UNITED STATES
SECURITIES AND EXCHANGE
COMMISSION
Washington, D.C. 20549
AMENDMENT NO. 1
CURRENT REPORT
PURSUANT TO SECTION 13 OR 15(f) OF THE SECURITIES EXCHANGE ACT OF 1934
Date of Report (Date of earliest event reported) May 19, 2006
STUDIO ONE MEDIA, INC.
(Exact name of registrant as specified in its charter)
DELAWARE | 001-10196 | 23-2517953 |
(State or other jurisdiction of incorporation) | (Commission File Number) | (IRS Employer Identification No.) |
7650 East Evans Rd., Suite C, Scottsdale, Arizona 85260
(Address of principal executive offices) (Zip Code)
Registrant's telephone number, including area code (480) 861-1183
NOT APPLICABLE
(Former name or former address, if changed since last report)
Check the appropriate box below if the Form 8-K filing is intended to simultaneously satisfy the filing obligation of the registrant under any of the following provisions (see General Instruction A.2. below):
[ ] Written communications pursuant to Rule 425 under the Securities Act (17 CFR 230.425)
[ ] Soliciting material pursuant to Rule 14a-12 under the Exchange Act (17 CFR 240.14a-12)
[ ] Pre-commencement communications pursuant to Rule 14d-2(b) under the Exchange Act (17 CFR 240.14d-2(b))
[ ] Pre-commencement communications pursuant to Rule 13e-4(c) under the Exchange Act (17 CFR 240.13e-4(c))

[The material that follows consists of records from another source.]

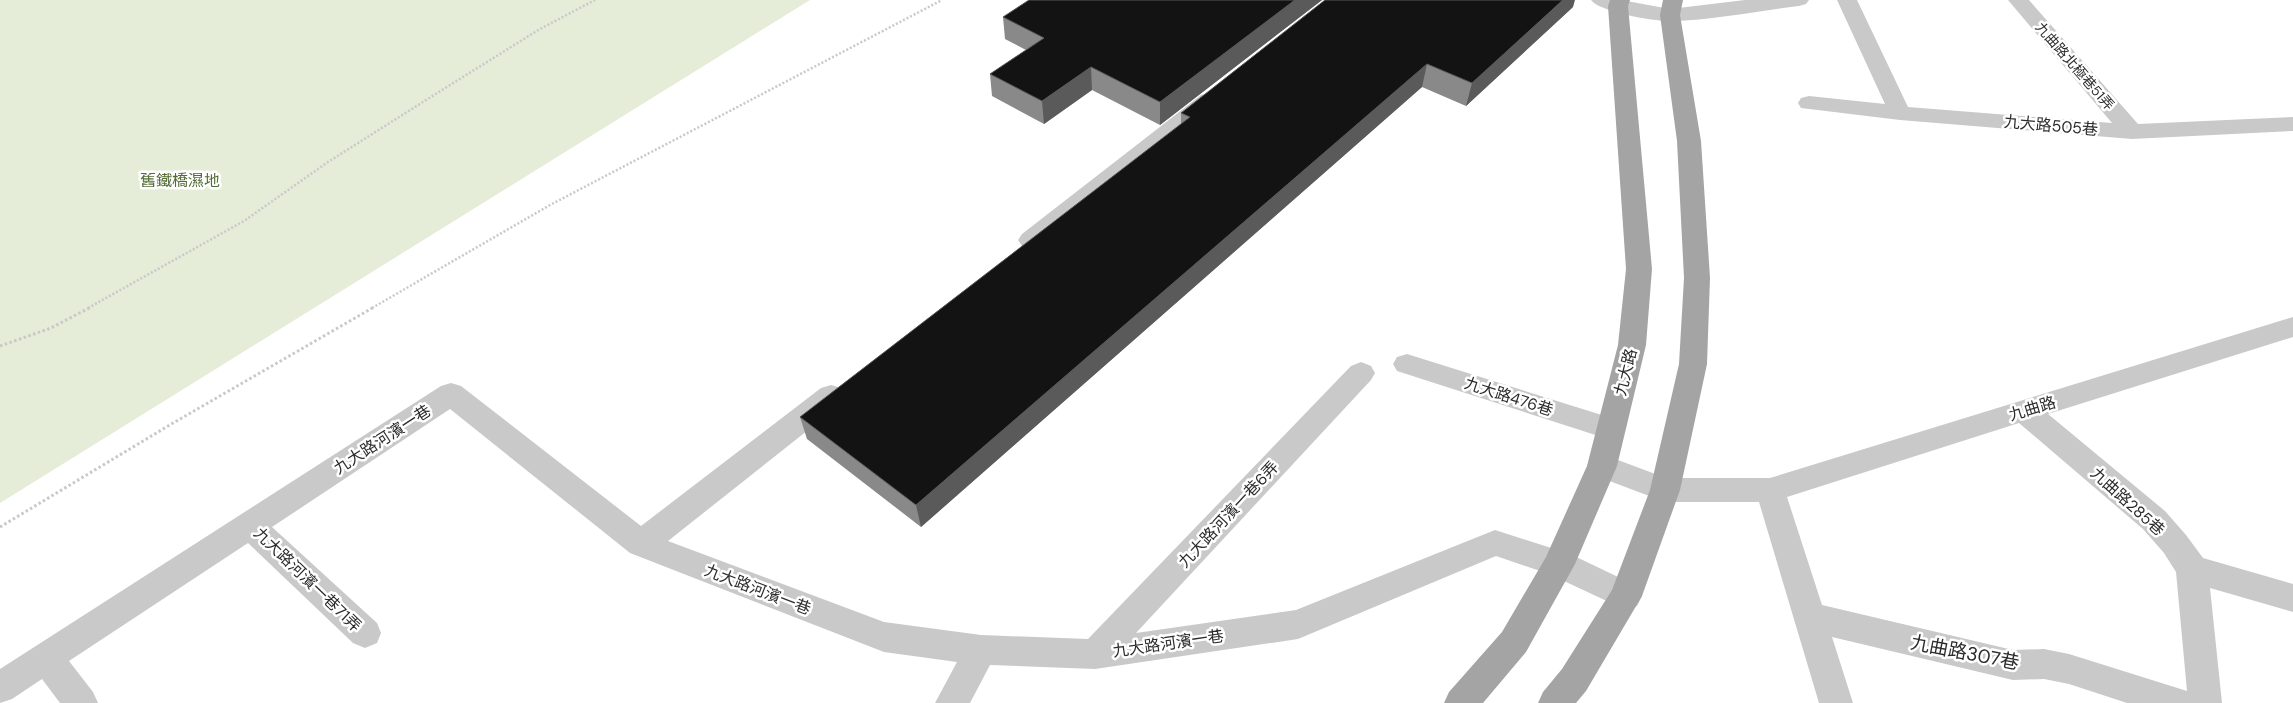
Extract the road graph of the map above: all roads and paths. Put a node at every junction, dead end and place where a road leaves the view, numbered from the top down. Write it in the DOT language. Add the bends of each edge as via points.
graph roads {
  1 [pos="595,0"];
  2 [pos="942,0"];
  3 [pos="1799,0"];
  4 [pos="1847,0"];
  5 [pos="2018,0"];
  6 [pos="1613,2"];
  7 [pos="1672,8"];
  8 [pos="1228,86"];
  9 [pos="1809,103"];
  10 [pos="1900,113"];
  11 [pos="2293,124"];
  12 [pos="2132,132"];
  13 [pos="1009,257"];
  14 [pos="2293,326"];
  15 [pos="0,346"];
  16 [pos="1407,364"];
  17 [pos="1361,373"];
  18 [pos="853,379"];
  19 [pos="2024,411"];
  20 [pos="1611,429"];
  21 [pos="1602,466"];
  22 [pos="1665,490"];
  23 [pos="1770,490"];
  24 [pos="250,524"];
  25 [pos="0,527"];
  26 [pos="641,544"];
  27 [pos="1560,564"];
  28 [pos="2192,569"];
  29 [pos="1626,596"];
  30 [pos="2293,598"];
  31 [pos="1810,617"];
  32 [pos="365,633"];
  33 [pos="981,650"];
  34 [pos="1095,654"];
  35 [pos="46,658"];
  36 [pos="0,688"];
  37 [pos="81,703"];
  38 [pos="952,703"];
  39 [pos="1461,703"];
  40 [pos="1556,703"];
  41 [pos="1836,703"];
  42 [pos="2177,703"];
  43 [pos="2205,703"];
  1 -- 15 [label="path" via="540,29 426,100 328,162 244,221 51,328"];
  2 -- 25 [label="path" via="550,205"];
  3 -- 7 [label="street"];
  4 -- 10 [label="street"];
  5 -- 12 [label="street, 九曲路北極巷51弄"];
  6 -- 7 [label="street"];
  6 -- 20 [label="main road, 九大路" via="1639,269 1632,345"];
  7 -- 22 [label="main road" via="1689,141 1698,278 1693,364"];
  8 -- 13 [label="street"];
  9 -- 10 [label="street, 九大路505巷"];
  10 -- 12 [label="street, 九大路505巷"];
  11 -- 12 [label="street, 九大路505巷"];
  14 -- 19 [label="street, 九曲路"];
  16 -- 20 [label="street, 九大路476巷"];
  17 -- 34 [label="street, 九大路河濱一巷6弄"];
  18 -- 26 [label="street"];
  19 -- 23 [label="street, 九曲路"];
  19 -- 28 [label="street, 九曲路285巷" via="2154,520"];
  20 -- 21 [label="main road, 九大路"];
  21 -- 22 [label="street, 九曲路"];
  21 -- 27 [label="main road, 九大路"];
  22 -- 23 [label="street, 九曲路"];
  22 -- 29 [label="main road"];
  23 -- 31 [label="street"];
  24 -- 26 [label="street, 九大路河濱一巷" via="450,394"];
  24 -- 32 [label="street, 九大路河濱一巷71弄"];
  24 -- 35 [label="street, 九大路河濱一巷"];
  26 -- 33 [label="street, 九大路河濱一巷" via="884,636"];
  27 -- 29 [label="street, 九大路河濱一巷"];
  27 -- 34 [label="street, 九大路河濱一巷" via="1495,543 1298,624"];
  27 -- 39 [label="main road, 九大路" via="1514,642"];
  28 -- 30 [label="street"];
  28 -- 43 [label="street, 九曲路285巷"];
  29 -- 40 [label="main road"];
  31 -- 41 [label="street"];
  31 -- 42 [label="street, 九曲路307巷" via="2013,665 2044,664 2069,668"];
  33 -- 34 [label="street, 九大路河濱一巷"];
  33 -- 38 [label="street"];
  35 -- 36 [label="street, 九大路河濱一巷"];
  35 -- 37 [label="street"];
}
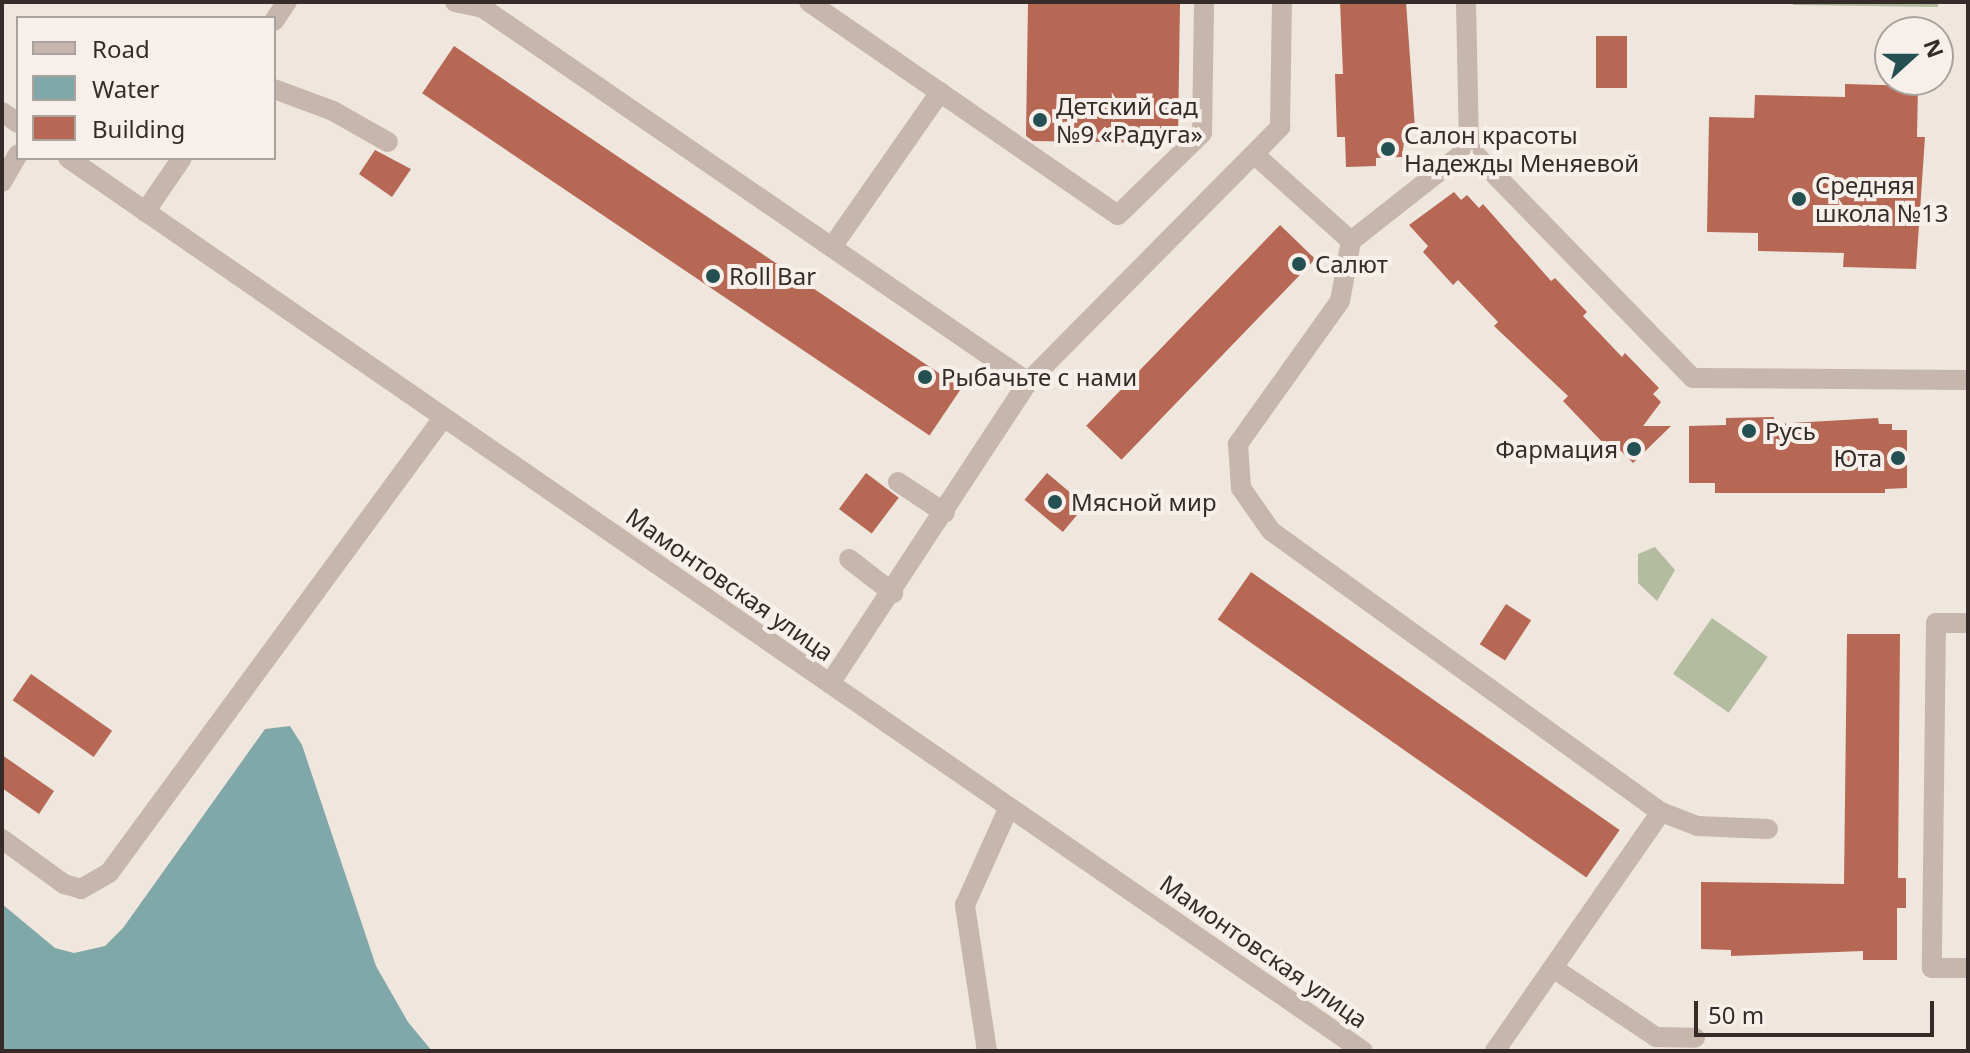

ITEM 4.01 CHANGES IN REGISTRANT'S CERTIFYING ACCOUNTANT
1
On May 15, 2006, Shelley International, CPA ("Shelley"), Mesa, Arizona, withdrew as the registrant's independent registered public accounting firm. The reason for the withdrawal is the retirement of the firm's principal. Shelley had audited the registrant's financial statements for the fiscal year ended June 30, 2005. Prior to the engagement of Shelly, the company’s auditors were Kopple & Gottlieb, LLP, Jenkintown, Pa. On May 18, 2006, the registrant engaged Moore & Associates, Chartered, to serve as the company's independent registered public accountants for the fiscal year ending June 30, 1006. The registrant's board of directors approved both actions.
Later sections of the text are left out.